Task statement:
Lines in the records below that contain the word "Нариманова" must each be copied.

Data for processing:
===
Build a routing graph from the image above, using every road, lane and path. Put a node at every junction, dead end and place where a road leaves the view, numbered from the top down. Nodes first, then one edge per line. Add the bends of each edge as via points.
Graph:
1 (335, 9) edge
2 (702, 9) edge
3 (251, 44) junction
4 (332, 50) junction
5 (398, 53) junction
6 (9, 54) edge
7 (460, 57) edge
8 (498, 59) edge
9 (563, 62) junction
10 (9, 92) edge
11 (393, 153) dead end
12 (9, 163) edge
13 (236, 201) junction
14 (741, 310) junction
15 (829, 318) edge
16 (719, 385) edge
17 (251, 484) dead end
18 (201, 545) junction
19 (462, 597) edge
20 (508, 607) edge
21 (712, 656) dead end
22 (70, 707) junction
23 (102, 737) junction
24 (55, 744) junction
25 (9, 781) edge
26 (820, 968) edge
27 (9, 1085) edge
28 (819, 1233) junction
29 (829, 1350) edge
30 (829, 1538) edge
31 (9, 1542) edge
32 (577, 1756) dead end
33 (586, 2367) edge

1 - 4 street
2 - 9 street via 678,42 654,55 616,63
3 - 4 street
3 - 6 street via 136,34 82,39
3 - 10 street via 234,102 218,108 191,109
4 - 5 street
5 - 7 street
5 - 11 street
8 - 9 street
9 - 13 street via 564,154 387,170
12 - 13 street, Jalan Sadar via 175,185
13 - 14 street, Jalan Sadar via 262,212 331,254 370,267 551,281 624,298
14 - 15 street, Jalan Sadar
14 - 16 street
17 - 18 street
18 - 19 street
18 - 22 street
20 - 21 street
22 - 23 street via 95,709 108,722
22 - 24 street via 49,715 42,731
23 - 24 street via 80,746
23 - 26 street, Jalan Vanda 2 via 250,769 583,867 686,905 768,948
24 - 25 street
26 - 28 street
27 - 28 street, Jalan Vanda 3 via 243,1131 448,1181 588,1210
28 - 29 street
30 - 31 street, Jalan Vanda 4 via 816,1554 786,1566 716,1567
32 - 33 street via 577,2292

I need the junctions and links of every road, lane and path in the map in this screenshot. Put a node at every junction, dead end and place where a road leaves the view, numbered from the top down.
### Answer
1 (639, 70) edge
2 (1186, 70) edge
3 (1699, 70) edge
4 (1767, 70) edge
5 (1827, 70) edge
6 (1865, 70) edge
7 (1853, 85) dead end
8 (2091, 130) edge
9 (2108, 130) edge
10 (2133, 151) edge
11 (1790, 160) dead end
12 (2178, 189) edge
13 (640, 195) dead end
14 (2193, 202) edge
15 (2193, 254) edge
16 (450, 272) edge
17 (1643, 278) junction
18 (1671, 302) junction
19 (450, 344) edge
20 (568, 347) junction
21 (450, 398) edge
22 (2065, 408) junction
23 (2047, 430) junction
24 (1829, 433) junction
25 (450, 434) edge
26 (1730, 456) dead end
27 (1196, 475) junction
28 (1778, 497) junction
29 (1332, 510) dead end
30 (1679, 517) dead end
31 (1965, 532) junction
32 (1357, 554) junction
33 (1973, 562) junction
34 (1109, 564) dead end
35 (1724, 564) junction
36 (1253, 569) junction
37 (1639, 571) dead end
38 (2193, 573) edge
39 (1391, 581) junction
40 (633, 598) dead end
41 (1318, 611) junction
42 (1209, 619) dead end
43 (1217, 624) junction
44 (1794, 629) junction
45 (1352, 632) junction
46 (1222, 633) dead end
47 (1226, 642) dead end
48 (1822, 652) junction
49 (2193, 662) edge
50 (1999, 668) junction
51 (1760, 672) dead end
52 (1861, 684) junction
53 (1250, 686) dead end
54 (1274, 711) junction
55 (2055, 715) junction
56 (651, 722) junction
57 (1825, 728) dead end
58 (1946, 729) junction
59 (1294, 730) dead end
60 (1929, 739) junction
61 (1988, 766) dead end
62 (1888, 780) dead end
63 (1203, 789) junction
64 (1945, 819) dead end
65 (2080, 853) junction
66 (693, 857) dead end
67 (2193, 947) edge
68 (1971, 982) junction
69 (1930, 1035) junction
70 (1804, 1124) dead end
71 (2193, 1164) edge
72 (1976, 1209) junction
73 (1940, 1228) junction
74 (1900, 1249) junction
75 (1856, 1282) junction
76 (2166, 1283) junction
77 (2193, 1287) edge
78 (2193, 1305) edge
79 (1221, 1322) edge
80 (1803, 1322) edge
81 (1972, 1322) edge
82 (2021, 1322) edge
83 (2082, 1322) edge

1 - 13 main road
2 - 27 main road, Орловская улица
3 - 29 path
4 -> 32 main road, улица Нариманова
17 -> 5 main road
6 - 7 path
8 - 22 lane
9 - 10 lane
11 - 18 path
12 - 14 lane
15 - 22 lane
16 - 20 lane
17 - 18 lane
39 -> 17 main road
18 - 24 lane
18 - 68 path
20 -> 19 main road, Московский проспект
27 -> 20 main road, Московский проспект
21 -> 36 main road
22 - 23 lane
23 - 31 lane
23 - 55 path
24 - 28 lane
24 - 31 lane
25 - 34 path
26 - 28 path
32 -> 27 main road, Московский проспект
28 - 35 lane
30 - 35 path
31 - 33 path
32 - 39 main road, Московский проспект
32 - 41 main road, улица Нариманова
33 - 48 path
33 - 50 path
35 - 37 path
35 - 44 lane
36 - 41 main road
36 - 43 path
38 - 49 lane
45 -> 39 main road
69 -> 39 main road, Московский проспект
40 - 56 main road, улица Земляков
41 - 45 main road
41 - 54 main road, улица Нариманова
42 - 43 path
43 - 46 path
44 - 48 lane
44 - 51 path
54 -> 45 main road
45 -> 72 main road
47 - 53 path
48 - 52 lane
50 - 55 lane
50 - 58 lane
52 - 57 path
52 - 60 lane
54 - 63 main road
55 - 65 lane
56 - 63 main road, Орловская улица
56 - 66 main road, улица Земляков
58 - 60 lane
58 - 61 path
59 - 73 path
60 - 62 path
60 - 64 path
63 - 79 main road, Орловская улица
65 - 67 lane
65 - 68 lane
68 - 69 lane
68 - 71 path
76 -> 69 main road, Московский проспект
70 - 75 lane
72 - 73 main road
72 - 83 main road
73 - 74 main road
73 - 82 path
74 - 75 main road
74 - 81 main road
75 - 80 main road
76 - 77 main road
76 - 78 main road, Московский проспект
===
The completed task:
4 -> 32 main road, улица Нариманова
32 - 41 main road, улица Нариманова
41 - 54 main road, улица Нариманова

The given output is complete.